_BRIEF_.
Below are some entries. Copy each line that holds the string "人見街道".
#### INPUT FOR THIS TASK
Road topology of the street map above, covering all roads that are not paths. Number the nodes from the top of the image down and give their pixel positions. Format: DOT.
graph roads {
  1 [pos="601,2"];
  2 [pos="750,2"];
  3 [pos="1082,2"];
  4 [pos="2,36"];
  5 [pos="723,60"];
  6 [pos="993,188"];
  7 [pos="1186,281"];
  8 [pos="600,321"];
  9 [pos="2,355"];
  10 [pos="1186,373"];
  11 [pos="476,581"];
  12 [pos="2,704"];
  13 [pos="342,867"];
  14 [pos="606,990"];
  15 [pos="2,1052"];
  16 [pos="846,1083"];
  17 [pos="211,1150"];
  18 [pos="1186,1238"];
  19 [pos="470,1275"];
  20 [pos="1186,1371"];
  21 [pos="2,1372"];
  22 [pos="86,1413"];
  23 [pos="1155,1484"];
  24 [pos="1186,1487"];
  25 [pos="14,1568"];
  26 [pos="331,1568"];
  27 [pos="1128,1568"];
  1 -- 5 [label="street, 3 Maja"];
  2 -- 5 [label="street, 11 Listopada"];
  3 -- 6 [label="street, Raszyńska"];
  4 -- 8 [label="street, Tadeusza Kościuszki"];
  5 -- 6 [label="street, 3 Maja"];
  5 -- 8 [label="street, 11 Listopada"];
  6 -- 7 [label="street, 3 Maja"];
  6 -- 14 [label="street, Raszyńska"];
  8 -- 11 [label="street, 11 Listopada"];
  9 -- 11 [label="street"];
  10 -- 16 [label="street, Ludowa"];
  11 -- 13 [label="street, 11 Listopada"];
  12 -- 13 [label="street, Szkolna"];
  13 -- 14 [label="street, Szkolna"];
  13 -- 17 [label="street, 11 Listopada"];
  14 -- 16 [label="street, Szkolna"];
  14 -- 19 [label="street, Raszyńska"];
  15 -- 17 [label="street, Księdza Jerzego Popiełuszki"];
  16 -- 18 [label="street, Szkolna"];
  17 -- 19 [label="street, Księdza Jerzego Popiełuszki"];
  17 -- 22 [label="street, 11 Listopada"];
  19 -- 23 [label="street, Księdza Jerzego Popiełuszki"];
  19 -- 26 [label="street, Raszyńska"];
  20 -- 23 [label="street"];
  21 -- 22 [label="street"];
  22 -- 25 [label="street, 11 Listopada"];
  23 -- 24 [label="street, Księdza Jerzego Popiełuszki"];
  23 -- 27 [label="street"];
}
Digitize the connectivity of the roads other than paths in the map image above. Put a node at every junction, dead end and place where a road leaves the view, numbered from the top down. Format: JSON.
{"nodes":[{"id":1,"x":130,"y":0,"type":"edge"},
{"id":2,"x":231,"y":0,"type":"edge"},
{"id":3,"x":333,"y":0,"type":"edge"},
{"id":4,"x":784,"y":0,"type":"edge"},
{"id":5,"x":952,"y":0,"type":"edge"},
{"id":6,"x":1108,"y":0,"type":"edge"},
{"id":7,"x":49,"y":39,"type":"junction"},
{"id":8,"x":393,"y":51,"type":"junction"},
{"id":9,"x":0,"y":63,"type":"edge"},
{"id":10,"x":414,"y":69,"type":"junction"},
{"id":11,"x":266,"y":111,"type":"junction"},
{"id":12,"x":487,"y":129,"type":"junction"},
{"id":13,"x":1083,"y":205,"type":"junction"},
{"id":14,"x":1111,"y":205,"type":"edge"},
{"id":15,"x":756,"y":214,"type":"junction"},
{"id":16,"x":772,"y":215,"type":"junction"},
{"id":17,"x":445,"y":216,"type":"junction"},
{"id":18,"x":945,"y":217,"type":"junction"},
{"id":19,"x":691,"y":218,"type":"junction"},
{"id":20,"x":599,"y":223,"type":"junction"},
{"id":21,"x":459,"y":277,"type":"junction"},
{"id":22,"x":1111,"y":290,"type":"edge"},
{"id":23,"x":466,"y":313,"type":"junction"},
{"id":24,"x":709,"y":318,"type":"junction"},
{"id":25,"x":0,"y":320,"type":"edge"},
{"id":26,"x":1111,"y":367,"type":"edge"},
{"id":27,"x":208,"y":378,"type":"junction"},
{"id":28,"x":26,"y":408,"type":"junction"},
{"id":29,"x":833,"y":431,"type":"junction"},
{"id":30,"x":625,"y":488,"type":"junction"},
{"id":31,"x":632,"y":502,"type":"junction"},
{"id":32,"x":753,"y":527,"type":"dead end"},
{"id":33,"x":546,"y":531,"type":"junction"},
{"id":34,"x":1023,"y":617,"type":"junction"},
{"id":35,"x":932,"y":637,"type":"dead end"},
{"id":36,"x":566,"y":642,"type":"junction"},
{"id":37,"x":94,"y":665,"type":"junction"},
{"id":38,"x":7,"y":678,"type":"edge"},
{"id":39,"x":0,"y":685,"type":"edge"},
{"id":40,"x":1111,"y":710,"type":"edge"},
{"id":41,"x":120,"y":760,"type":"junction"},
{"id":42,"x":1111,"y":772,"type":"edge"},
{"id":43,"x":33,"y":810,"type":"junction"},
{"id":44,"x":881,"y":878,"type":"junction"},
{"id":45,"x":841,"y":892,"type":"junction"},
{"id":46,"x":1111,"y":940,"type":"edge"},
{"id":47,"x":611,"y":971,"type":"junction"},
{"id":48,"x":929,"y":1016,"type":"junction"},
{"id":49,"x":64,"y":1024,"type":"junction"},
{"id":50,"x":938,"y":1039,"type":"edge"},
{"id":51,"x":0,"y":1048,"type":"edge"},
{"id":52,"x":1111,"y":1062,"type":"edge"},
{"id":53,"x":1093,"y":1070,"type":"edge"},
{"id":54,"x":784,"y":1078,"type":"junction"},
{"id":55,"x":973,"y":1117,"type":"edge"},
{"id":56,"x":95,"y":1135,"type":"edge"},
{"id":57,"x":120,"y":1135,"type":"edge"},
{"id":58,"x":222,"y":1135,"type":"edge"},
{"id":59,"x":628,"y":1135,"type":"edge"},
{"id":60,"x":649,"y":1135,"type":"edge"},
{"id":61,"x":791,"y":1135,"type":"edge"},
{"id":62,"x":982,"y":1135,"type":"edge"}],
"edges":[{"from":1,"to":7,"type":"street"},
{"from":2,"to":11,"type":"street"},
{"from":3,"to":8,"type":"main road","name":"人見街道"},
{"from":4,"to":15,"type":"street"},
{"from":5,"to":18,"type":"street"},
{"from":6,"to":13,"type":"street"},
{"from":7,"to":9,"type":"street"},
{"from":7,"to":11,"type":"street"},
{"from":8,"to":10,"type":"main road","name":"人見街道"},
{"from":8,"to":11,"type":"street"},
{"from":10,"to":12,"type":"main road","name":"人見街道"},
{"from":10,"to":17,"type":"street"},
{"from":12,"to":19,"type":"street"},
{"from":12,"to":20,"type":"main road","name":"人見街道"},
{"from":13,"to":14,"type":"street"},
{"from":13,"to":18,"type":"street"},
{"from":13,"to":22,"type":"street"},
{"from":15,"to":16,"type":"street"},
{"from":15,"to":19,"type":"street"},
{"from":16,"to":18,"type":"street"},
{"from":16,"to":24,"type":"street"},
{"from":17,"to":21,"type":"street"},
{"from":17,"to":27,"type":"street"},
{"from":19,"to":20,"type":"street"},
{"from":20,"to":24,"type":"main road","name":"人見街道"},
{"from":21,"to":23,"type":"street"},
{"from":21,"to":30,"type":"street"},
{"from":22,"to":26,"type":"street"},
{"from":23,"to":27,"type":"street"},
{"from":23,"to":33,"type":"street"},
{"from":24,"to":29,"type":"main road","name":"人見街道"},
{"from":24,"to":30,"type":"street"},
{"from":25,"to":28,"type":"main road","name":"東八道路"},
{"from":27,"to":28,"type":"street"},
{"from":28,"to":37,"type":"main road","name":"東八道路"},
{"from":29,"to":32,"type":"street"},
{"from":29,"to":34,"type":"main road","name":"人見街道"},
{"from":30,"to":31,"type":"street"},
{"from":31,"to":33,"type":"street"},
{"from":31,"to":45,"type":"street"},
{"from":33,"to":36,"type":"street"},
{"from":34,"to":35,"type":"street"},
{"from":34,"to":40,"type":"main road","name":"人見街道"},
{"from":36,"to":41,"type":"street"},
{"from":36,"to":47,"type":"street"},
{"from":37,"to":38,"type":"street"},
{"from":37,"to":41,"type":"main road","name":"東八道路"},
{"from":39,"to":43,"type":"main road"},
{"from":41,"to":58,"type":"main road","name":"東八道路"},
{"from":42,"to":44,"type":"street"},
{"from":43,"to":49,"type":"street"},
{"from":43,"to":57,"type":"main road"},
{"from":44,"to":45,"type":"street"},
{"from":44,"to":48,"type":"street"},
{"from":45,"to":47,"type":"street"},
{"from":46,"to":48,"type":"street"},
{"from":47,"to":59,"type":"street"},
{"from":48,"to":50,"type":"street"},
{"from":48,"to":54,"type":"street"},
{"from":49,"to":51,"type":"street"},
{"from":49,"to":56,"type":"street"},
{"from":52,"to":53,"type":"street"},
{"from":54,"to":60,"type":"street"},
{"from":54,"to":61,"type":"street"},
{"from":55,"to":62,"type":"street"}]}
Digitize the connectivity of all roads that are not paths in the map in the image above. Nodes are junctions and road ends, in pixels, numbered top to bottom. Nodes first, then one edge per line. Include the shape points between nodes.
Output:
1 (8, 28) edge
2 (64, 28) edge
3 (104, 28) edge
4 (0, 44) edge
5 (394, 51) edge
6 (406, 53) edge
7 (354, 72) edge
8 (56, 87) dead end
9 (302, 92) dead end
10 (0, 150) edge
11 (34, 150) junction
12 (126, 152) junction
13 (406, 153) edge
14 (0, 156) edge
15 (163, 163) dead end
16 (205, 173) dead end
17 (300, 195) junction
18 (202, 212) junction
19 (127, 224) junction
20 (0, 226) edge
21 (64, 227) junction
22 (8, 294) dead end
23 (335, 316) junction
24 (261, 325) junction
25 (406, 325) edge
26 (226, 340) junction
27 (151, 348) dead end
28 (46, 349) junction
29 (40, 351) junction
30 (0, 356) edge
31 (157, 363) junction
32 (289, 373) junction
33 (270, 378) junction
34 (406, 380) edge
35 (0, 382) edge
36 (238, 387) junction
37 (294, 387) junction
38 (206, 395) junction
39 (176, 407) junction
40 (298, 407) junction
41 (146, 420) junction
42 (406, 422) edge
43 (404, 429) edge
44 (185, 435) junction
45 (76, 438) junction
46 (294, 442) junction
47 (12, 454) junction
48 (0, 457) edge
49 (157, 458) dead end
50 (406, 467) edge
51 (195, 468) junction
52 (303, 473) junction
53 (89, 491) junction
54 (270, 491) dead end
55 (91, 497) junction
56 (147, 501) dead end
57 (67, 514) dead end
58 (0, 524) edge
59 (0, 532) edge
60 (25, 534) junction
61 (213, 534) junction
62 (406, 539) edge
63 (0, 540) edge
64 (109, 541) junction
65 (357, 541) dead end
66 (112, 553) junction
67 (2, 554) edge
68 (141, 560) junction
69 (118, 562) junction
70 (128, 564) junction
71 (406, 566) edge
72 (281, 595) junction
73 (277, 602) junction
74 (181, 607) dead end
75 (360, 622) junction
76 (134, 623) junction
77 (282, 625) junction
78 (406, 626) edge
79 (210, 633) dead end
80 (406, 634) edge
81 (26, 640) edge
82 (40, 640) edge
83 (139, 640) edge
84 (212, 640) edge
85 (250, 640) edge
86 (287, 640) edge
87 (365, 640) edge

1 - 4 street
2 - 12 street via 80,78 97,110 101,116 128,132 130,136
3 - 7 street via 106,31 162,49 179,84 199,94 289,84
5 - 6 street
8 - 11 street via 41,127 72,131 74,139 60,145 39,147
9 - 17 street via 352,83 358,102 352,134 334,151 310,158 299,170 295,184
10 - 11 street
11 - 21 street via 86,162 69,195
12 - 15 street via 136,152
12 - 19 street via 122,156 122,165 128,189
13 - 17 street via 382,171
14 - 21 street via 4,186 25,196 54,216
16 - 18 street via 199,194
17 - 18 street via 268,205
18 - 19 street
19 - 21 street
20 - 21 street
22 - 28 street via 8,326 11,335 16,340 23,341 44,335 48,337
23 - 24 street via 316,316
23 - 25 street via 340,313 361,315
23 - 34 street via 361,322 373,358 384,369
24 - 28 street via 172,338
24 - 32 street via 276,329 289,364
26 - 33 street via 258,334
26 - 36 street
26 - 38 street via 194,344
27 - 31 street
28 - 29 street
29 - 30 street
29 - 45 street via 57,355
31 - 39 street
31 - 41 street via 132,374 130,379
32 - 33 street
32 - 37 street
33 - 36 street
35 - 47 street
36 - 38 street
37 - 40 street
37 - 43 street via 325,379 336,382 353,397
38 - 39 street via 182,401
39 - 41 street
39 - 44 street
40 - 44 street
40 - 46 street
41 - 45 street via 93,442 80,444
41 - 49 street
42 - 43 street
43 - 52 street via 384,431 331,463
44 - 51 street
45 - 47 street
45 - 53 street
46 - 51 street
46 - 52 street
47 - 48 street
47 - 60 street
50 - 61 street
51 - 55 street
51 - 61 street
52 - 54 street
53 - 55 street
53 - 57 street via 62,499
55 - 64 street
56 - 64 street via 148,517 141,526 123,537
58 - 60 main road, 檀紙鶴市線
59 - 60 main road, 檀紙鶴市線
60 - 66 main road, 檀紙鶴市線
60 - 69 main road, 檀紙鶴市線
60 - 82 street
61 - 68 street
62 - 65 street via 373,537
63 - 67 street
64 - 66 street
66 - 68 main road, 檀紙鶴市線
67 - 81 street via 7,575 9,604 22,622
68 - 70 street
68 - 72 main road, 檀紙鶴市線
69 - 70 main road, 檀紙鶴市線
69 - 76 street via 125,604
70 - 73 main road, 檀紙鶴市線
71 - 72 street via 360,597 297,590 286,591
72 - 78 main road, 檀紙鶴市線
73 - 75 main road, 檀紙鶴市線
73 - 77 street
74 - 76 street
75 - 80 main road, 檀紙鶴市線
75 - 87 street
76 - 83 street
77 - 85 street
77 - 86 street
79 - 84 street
########
_SOLUTION_.
{"from":3,"to":8,"type":"main road","name":"人見街道"},
{"from":8,"to":10,"type":"main road","name":"人見街道"},
{"from":10,"to":12,"type":"main road","name":"人見街道"},
{"from":12,"to":20,"type":"main road","name":"人見街道"},
{"from":20,"to":24,"type":"main road","name":"人見街道"},
{"from":24,"to":29,"type":"main road","name":"人見街道"},
{"from":29,"to":34,"type":"main road","name":"人見街道"},
{"from":34,"to":40,"type":"main road","name":"人見街道"},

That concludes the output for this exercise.